As we emerge from the holiday season, many are reflecting upon and in some cases, concerned about, some of the surprises of 2017. These include political mishandlings, a surge in sexual harassment claims and continued acts of terrorism that can generate fear and fuel intolerance and feelings of superiority.
As I settle by the fire in the midst of a cold snap, I am reflecting on the resilience of the human spirit and how goodwill, generosity, acts of kindness, philanthropy, optimism, and love still outweigh all negativity across our planet.

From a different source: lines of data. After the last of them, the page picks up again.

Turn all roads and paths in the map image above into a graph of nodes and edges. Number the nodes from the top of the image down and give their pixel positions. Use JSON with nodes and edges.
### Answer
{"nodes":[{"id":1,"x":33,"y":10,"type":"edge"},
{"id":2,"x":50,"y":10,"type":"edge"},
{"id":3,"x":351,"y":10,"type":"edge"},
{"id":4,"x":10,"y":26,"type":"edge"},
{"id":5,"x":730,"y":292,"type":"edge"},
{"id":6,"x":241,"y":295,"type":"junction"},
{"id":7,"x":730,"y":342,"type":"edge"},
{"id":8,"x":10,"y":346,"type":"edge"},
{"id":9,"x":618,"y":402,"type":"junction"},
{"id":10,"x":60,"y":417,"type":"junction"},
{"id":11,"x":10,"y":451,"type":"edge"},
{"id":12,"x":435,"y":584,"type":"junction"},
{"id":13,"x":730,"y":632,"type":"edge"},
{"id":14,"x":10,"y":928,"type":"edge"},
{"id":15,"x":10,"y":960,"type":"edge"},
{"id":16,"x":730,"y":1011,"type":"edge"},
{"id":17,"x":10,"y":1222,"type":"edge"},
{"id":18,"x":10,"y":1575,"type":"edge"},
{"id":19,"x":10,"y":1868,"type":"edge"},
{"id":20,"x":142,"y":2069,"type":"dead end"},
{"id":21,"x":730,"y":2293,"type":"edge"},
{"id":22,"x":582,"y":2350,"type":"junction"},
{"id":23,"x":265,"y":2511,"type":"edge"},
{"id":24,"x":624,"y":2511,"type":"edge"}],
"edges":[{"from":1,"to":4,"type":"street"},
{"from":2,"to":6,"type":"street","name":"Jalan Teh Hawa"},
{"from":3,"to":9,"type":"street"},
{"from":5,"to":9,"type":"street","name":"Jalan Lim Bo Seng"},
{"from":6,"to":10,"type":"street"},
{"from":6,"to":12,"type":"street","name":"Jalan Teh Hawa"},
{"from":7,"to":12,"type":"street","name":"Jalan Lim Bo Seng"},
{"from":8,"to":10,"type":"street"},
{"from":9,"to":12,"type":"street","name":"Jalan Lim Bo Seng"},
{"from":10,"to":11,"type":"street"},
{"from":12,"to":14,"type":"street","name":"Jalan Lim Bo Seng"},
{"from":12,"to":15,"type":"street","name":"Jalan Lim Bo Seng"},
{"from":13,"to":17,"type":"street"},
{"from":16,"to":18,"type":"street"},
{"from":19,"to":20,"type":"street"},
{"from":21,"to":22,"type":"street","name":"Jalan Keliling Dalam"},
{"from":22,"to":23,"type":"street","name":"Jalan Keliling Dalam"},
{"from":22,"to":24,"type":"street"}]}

For millenniums, people have gathered during the season of shorter days and in many places, colder days, for fellowship, community, and celebration. These gatherings ward off the dark, the fears and the unknown. In centuries gone by, these groupings also offered protection against enemies, whether invaders or animal predators, during a time of heightened risk,
As you emerge from your holiday celebrations and look to the year ahead, rejoice in the strength of the human spirit. We have much to celebrate and goodness will always prevail.
Here’s some evidence for my optimism:
- Gains in health care such as immunotherapy are extending the lives of those with cancer. The Scripps Research Institute has discovered a possible master switch for programming cancer immunotherapy.
- An 8-year-old boy in New Jersey collected more than 1,000 toys for children of Puerto Rico. Jayden Perez told his mother Ana Rosado that he wanted to donate his Christmas gifts to the children affected by hurricanes but Rosado suggested he take it a step further and hold a toy drive.
- A woman driving for Uber turned an unfortunate situation into a positive experience by inviting a heartbroken passenger to hang out with her and her friends.
- Dental technician Kevin Shanahan sets up his equipment outside the General Post Office in Dublin, Ireland after work every Friday evening. He spends his free time fitting dentures for the city’s homeless and then puts in hours of work each week to create them in his lab.
- Nearly 200 countries signed a U.N. resolution in Nairobi on Dec. 12 to eliminate plastic pollution in the sea.
- Approximately eight million tons of plastic are dumped into the ocean every year, killing marine life and entering the human food chain, United Nations Environment Program (UNEP) said. Under the resolution, countries agreed to start monitoring the amount of plastic they put into the ocean.